Exhibit 10.1
RESTRICTED STOCK
AGREEMENT
This Agreement (the “Agreement”) is
made as of the 31 st day of August, 2007 (“Date of
Award”), between Medarex, Inc., a New Jersey corporation (the
“Company”), and Christian S. Schade (the
“Grantee”). In consideration of the agreements
set forth below, the Company and the Grantee agree as
follows:
1.
Grant . A restricted stock award (“Award”)
of 65,000 shares (“Award Shares”) of the
Company’s common stock, $.01 par value per share
(“Common Stock”), is hereby granted by the Company to
the Grantee subject to (i) the terms and conditions hereof, (ii)

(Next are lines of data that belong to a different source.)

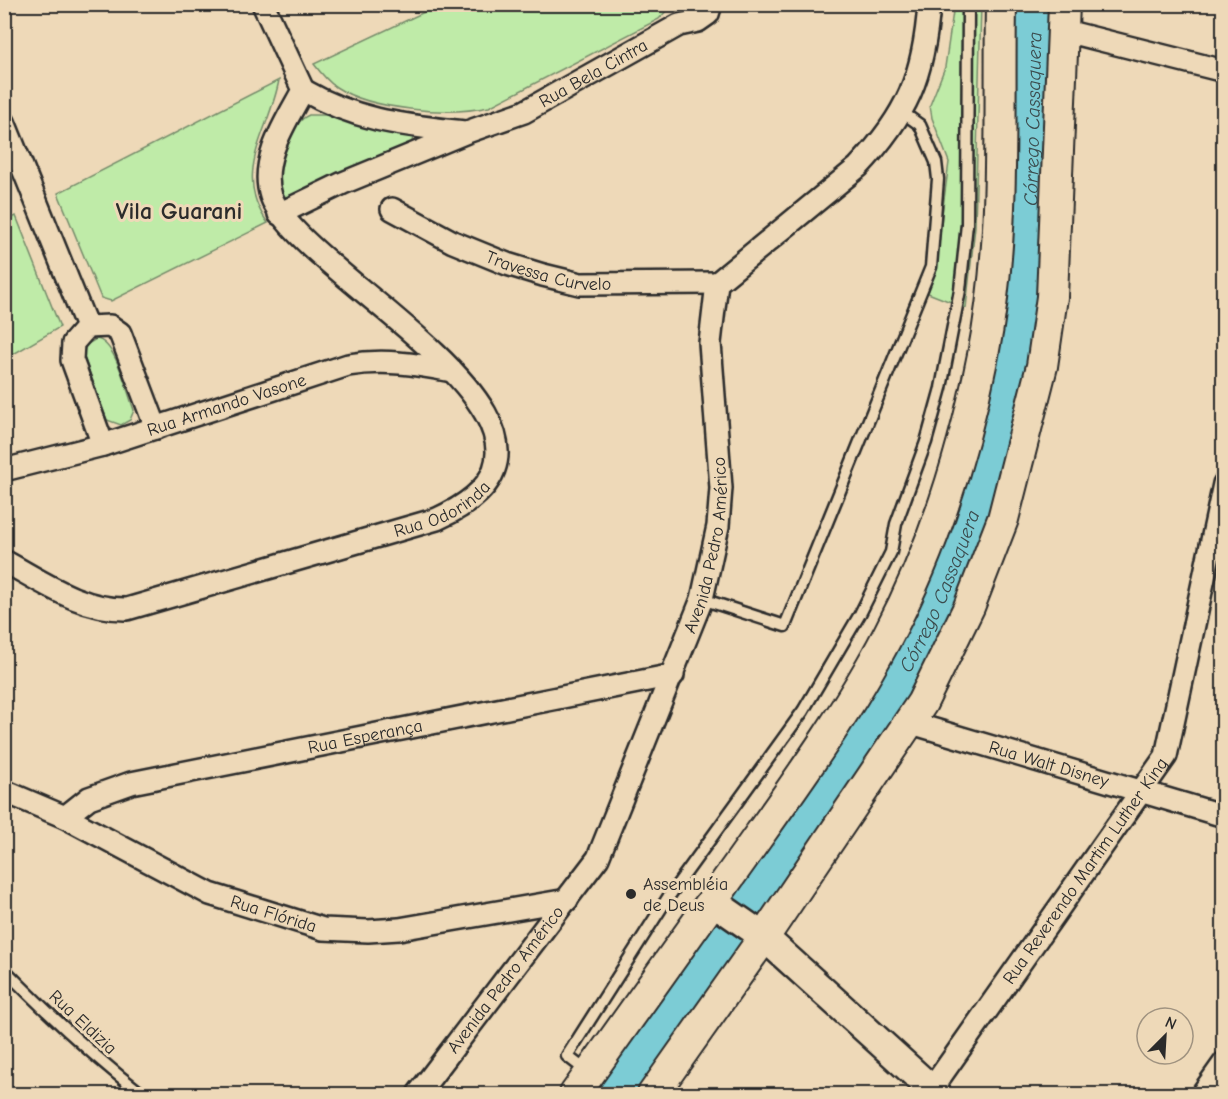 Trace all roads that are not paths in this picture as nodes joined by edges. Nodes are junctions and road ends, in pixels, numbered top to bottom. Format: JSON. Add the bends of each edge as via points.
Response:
{"nodes":[{"id":1,"x":263,"y":4,"type":"edge"},
{"id":2,"x":711,"y":4,"type":"edge"},
{"id":3,"x":929,"y":4,"type":"edge"},
{"id":4,"x":968,"y":4,"type":"edge"},
{"id":5,"x":1001,"y":4,"type":"edge"},
{"id":6,"x":1065,"y":18,"type":"edge"},
{"id":7,"x":1224,"y":71,"type":"edge"},
{"id":8,"x":303,"y":90,"type":"junction"},
{"id":9,"x":902,"y":112,"type":"junction"},
{"id":10,"x":4,"y":122,"type":"edge"},
{"id":11,"x":467,"y":132,"type":"junction"},
{"id":12,"x":392,"y":209,"type":"dead end"},
{"id":13,"x":279,"y":214,"type":"junction"},
{"id":14,"x":717,"y":282,"type":"junction"},
{"id":15,"x":87,"y":327,"type":"junction"},
{"id":16,"x":452,"y":371,"type":"junction"},
{"id":17,"x":156,"y":428,"type":"junction"},
{"id":18,"x":103,"y":446,"type":"junction"},
{"id":19,"x":4,"y":470,"type":"edge"},
{"id":20,"x":1224,"y":484,"type":"edge"},
{"id":21,"x":4,"y":561,"type":"edge"},
{"id":22,"x":702,"y":599,"type":"junction"},
{"id":23,"x":673,"y":675,"type":"junction"},
{"id":24,"x":908,"y":722,"type":"junction"},
{"id":25,"x":4,"y":791,"type":"edge"},
{"id":26,"x":1142,"y":792,"type":"junction"},
{"id":27,"x":1224,"y":816,"type":"edge"},
{"id":28,"x":65,"y":817,"type":"junction"},
{"id":29,"x":567,"y":900,"type":"junction"},
{"id":30,"x":736,"y":918,"type":"junction"},
{"id":31,"x":4,"y":969,"type":"edge"},
{"id":32,"x":1224,"y":1063,"type":"edge"},
{"id":33,"x":582,"y":1084,"type":"edge"},
{"id":34,"x":932,"y":1093,"type":"edge"},
{"id":35,"x":142,"y":1095,"type":"edge"},
{"id":36,"x":418,"y":1095,"type":"edge"},
{"id":37,"x":653,"y":1095,"type":"edge"},
{"id":38,"x":1202,"y":1095,"type":"edge"}],
"edges":[{"from":1,"to":8,"type":"street"},
{"from":2,"to":11,"type":"street","name":"Rua Bela Cintra","via":[[708,14],[698,21],[679,25],[524,112]]},
{"from":3,"to":9,"type":"street","via":[[922,58]]},
{"from":4,"to":33,"type":"lane","via":[[967,224],[960,290],[941,388],[896,524],[891,552],[803,711],[667,899],[567,1056]]},
{"from":5,"to":30,"type":"main road","via":[[998,231],[993,286],[983,354],[957,462],[888,634],[824,743]]},
{"from":6,"to":7,"type":"street"},
{"from":6,"to":24,"type":"main road","via":[[1056,251],[1042,366],[1003,519],[969,607],[922,703]]},
{"from":8,"to":11,"type":"street","name":"Rua Bela Cintra","via":[[350,113],[401,125]]},
{"from":8,"to":13,"type":"street","name":"Rua Odorinda","via":[[269,166],[271,195]]},
{"from":9,"to":14,"type":"street","via":[[858,167]]},
{"from":9,"to":22,"type":"lane","via":[[920,125],[936,162],[931,267],[790,615],[785,626]]},
{"from":10,"to":15,"type":"street"},
{"from":11,"to":13,"type":"street","name":"Rua Bela Cintra"},
{"from":12,"to":14,"type":"street","name":"Travessa Curvelo","via":[[453,242],[507,264],[580,284]]},
{"from":13,"to":16,"type":"street","name":"Rua Odorinda","via":[[314,249],[404,323]]},
{"from":14,"to":22,"type":"street","name":"Avenida Pedro Américo","via":[[710,342],[721,488],[718,526]]},
{"from":15,"to":17,"type":"street","via":[[110,326],[120,333]]},
{"from":15,"to":18,"type":"street","via":[[73,343],[72,360]]},
{"from":16,"to":17,"type":"street","name":"Rua Armando Vasone","via":[[377,360],[348,365]]},
{"from":16,"to":21,"type":"street","name":"Rua Odorinda","via":[[489,419],[497,436],[498,451],[496,465],[476,494],[437,519],[127,609],[85,603]]},
{"from":17,"to":18,"type":"street","name":"Rua Armando Vasone"},
{"from":18,"to":19,"type":"street","name":"Rua Armando Vasone"},
{"from":20,"to":26,"type":"street","name":"Rua Reverendo Martim Luther King","via":[[1171,742]]},
{"from":22,"to":23,"type":"street","name":"Avenida Pedro Américo"},
{"from":23,"to":28,"type":"street","name":"Rua Esperança","via":[[131,783],[89,798]]},
{"from":23,"to":29,"type":"street","name":"Avenida Pedro Américo","via":[[598,858]]},
{"from":24,"to":26,"type":"street","name":"Rua Walt Disney"},
{"from":24,"to":30,"type":"main road"},
{"from":25,"to":28,"type":"street","name":"Rua Flórida"},
{"from":26,"to":27,"type":"street","name":"Rua Walt Disney"},
{"from":26,"to":34,"type":"street","name":"Rua Reverendo Martim Luther King"},
{"from":28,"to":29,"type":"street","name":"Rua Flórida","via":[[210,894],[323,929],[399,929]]},
{"from":29,"to":36,"type":"street","name":"Avenida Pedro Américo"},
{"from":30,"to":33,"type":"main road"},
{"from":30,"to":34,"type":"street"},
{"from":30,"to":37,"type":"main road"},
{"from":31,"to":35,"type":"lane","name":"Rua Eldizia","via":[[42,1008]]},
{"from":32,"to":38,"type":"street"}]}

the provisions of the Medarex, Inc. 2005 Equity Incentive Plan (the
“Plan”), a copy of which is attached hereto as Exhibit
A and the terms of which are incorporated by reference herein, and
(iii) the terms and conditions of the Grantee’s employment
agreement with the Company dated January 5, 2004 (the
“Employment Agreement”), and (iv) the receipt by the
Company of a stock power endorsed in blank by the Grantee, in the
form attached hereto as Exhibit B. All capitalized terms used
herein and not otherwise defined shall have the meanings set forth
in the Plan. The term “Cause” as used herein
shall have the meaning set forth in Section 6.B.(1) of the
Employment Agreement and not in the Plan. In the event of any
conflict between the provisions of this Agreement, the Employment
Agreement and those of the Plan, the provisions of the Plan shall
control.
2.
Transfer Restrictions . None of the Award Shares shall
be sold, assigned, pledged or otherwise transferred, voluntarily or
involuntarily, by the Grantee, except in accordance with the terms
of this Agreement and the Plan.
3.
Release of Restrictions .
(a)
The restrictions set forth in Section 2 above shall lapse on August
31, 2010 with respect to all 65,000 Award Shares,
provided, however , that if, prior to August 31, 2010, the
Grantee’s employment with the Company is terminated by the
Company either (i) without Cause or (ii) after giving the Grantee
notice of non-renewal of the Employment Agreement, the restrictions
set forth in Section 2 above shall be deemed to have lapsed with
respect to 1/36 th of the Award Shares for each month of
Grantee’s employment with the Company beginning on August 31,
2007 and ending on Grantee’s termination date.
(b)
In the event the Grantee’s employment with the Company is
terminated prior to the date the restrictions lapse, as provided in
Section 3(a), due to the Grantee’s retirement, permanent
disability, or death, or in cases of special circumstances, the
Committee may, in its sole discretion, when it finds that a waiver
would be in the best interests of the Company, waive in whole or in
part any or all remaining restrictions with respect to the
Grantee’s Award Shares.
4.
Forfeiture . Except as set forth in Section 3 above,
in the event the Grantee’s employment with the Company is
terminated for any reason prior to the date the restrictions
lapse
as provided in Section
3 above, the Award Shares for which restrictions have not lapsed
shall be forfeited to the Company.
5.
Tender Offer/Merger; Adjustment of Shares .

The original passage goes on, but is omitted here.